If contributions were to drop by 20% from previous rounds, researchers predict an additional 33 million malaria cases and 82,000 deaths, along with a GDP loss of about $5.14 billion (£3.83 billion) by 2030.
Unfortunately, funding reductions appear imminent. Just recently, Germany pledged $1 billion to the fund, which is 23% less than their prior commitment. Reports suggest the UK government is considering a similar reduction, potentially 20% less than what they had previously promised, although they say a final decision hasn’t been made yet.
Should there be a total collapse in funding for preventive malaria measures, the consequences could be dire. The report estimates this could lead to 525 million more cases, 990,000 additional deaths, and a staggering $83 billion loss in GDP. Alarmingly, about 750,000 of those deaths would involve children under five, which would be a catastrophic loss for a generation.
On the brighter side, if the Global Fund receives the full $18 billion it’s requesting, the potential benefits could be significant, including a $230 billion increase in GDP, 865 million fewer cases, and 1.86 million fewer deaths.

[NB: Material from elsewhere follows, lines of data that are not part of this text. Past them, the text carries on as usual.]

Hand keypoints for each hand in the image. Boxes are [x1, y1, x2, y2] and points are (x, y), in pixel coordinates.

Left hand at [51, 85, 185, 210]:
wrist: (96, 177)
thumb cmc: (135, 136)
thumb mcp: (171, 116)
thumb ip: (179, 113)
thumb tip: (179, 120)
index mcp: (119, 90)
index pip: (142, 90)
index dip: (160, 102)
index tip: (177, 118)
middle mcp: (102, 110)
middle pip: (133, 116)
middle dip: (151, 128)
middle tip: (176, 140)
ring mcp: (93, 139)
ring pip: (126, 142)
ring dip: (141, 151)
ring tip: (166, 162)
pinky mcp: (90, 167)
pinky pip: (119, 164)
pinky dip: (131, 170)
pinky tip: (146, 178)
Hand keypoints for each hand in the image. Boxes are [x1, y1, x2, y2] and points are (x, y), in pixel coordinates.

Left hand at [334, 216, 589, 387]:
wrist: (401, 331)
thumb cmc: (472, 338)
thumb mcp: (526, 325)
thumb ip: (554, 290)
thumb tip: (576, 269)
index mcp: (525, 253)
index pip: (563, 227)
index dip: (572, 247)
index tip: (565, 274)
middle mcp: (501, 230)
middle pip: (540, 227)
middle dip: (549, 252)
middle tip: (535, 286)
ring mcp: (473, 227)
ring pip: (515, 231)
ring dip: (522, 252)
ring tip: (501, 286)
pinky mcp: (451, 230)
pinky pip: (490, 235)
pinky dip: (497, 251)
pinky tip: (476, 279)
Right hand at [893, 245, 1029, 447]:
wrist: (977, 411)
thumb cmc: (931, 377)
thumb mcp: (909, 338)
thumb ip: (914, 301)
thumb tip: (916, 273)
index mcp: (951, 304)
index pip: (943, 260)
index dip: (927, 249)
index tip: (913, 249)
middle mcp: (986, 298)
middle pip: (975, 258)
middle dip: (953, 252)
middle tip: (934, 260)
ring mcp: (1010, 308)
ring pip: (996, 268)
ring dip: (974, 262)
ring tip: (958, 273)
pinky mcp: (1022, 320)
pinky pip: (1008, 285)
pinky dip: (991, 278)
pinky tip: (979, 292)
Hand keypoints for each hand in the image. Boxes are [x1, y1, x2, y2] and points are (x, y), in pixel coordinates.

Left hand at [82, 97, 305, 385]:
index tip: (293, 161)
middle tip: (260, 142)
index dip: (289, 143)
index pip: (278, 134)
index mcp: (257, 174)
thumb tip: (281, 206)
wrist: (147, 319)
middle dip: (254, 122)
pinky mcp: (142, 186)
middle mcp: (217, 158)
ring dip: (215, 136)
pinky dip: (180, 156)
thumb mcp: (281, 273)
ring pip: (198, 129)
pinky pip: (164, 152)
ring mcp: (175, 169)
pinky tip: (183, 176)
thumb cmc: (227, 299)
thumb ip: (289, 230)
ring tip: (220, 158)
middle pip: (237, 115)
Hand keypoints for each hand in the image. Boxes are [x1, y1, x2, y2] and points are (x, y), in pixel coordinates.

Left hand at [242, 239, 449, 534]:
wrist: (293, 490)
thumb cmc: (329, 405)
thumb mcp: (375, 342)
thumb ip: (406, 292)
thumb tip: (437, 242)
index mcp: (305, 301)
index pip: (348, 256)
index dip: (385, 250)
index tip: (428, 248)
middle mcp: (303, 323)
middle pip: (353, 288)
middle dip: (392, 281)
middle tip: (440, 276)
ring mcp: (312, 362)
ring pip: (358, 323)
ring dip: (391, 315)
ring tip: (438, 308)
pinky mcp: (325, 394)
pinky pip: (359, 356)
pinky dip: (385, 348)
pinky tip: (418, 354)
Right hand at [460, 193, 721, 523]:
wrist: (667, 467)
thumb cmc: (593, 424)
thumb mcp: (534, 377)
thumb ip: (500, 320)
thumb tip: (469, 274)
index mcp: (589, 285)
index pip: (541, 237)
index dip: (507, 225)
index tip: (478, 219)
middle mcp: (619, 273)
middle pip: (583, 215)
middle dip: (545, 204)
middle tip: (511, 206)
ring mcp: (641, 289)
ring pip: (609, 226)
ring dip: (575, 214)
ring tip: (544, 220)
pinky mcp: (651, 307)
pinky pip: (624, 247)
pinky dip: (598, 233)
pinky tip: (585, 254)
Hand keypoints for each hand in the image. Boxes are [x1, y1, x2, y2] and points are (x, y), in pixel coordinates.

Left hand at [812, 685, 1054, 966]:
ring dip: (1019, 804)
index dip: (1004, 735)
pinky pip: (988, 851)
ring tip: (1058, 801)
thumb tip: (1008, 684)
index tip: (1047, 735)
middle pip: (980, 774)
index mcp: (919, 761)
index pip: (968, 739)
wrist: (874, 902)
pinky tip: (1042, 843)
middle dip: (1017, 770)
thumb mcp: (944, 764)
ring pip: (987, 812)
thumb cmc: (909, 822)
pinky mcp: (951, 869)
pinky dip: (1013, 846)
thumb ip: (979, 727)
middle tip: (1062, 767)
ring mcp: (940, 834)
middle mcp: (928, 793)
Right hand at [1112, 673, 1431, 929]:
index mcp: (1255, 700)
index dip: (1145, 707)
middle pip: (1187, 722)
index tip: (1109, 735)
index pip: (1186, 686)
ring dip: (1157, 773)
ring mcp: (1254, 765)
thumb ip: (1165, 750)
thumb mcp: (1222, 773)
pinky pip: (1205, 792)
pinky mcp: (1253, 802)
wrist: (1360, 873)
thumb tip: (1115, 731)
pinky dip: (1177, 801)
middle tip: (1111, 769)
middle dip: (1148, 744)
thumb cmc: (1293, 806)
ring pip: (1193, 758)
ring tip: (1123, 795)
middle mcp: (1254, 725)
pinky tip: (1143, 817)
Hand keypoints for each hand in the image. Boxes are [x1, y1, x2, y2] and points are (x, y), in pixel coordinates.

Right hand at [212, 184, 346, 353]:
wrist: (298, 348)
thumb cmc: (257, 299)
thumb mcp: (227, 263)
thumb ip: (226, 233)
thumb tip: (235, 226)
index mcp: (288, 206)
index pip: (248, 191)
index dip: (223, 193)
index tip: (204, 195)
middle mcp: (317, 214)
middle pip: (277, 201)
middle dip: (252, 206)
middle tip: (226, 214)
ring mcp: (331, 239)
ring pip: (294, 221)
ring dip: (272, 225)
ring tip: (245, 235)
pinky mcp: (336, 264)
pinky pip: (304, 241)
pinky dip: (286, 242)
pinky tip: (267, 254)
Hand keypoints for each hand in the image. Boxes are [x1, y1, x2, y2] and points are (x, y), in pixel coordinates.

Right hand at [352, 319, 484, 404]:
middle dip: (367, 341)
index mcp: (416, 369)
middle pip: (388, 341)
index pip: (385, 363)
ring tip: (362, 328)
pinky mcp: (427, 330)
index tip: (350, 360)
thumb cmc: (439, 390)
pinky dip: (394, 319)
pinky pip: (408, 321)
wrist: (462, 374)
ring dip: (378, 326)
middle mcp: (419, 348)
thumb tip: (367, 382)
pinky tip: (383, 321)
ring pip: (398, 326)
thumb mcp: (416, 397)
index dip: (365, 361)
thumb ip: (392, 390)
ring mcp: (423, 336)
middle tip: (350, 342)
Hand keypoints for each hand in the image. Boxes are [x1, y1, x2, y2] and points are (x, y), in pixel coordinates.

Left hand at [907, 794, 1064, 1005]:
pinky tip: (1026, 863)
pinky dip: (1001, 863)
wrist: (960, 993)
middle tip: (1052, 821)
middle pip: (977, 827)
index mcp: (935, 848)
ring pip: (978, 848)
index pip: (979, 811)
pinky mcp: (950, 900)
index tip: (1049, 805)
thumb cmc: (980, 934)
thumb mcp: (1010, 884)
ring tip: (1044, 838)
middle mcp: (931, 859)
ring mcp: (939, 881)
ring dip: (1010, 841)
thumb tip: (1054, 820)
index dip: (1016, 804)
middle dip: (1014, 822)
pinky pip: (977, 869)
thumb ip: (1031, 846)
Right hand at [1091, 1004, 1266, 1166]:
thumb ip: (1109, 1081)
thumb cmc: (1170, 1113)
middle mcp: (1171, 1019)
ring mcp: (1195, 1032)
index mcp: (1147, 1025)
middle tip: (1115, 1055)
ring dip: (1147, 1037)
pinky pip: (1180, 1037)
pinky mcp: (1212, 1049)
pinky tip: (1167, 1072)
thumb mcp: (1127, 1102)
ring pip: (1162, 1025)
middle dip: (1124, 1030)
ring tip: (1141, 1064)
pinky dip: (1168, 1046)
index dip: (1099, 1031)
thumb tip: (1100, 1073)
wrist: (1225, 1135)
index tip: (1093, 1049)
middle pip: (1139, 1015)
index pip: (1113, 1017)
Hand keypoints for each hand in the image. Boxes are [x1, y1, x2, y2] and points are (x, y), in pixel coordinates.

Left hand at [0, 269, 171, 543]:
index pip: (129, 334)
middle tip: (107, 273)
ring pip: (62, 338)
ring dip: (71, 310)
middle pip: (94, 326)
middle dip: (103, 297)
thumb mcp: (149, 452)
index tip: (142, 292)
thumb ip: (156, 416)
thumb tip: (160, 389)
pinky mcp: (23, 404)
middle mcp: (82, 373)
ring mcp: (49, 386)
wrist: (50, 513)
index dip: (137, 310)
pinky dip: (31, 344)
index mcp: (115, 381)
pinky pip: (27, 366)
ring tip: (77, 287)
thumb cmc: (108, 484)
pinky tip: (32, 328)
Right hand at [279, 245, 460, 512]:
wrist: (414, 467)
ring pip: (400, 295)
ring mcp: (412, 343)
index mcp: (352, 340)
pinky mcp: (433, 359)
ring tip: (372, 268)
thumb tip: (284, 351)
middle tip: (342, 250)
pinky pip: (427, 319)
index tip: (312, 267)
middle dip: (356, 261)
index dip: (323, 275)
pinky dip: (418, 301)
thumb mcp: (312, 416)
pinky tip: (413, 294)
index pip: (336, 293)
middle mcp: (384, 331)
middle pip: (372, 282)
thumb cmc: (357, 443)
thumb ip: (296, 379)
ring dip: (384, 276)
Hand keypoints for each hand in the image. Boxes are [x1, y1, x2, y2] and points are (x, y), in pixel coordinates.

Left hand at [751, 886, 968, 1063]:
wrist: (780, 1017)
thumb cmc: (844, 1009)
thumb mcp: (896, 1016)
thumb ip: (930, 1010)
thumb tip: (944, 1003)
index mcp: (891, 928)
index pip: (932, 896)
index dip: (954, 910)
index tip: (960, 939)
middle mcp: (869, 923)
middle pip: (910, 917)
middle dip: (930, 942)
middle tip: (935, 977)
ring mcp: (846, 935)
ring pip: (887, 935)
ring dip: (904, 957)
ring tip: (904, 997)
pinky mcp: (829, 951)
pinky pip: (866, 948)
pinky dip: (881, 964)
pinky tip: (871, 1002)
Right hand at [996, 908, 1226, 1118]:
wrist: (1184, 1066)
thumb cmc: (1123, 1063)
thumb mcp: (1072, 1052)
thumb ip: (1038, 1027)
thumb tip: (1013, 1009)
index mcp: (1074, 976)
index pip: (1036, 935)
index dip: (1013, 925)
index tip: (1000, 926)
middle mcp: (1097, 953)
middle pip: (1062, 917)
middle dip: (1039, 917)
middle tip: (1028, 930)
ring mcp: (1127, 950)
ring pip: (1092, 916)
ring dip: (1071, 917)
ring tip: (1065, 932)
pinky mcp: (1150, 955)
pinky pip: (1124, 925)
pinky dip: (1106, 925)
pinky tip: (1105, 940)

Phumaphi mentioned notable increases in budget allocations for health and specifically malaria in several African nations since the start of the year, which is promising. However, there’s a pressing need to recognize the scale of the challenge and how much funding is truly necessary for these countries to catch up.
Countries in Africa, already burdened by debt and the lingering effects of COVID-19, are grappling not only with malaria but also a rise in non-communicable diseases like diabetes and cancer.
Phumaphi expressed concern over the potential for donor countries to pledge less than before, but she appreciated commitments like Germany’s, noting that “a billion is quite a substantial amount.”
She is hopeful that wealthy individuals and the private sector will help fill the funding void. The Nigerian businessman Aliko Dangote urged others to join in, stating that malaria isn’t just a health crisis but also a significant obstacle to Africa’s growth and business potential.
Malaria affects GDP through various factors, including interrupted education, employee absences, and its impact on tourism and agriculture.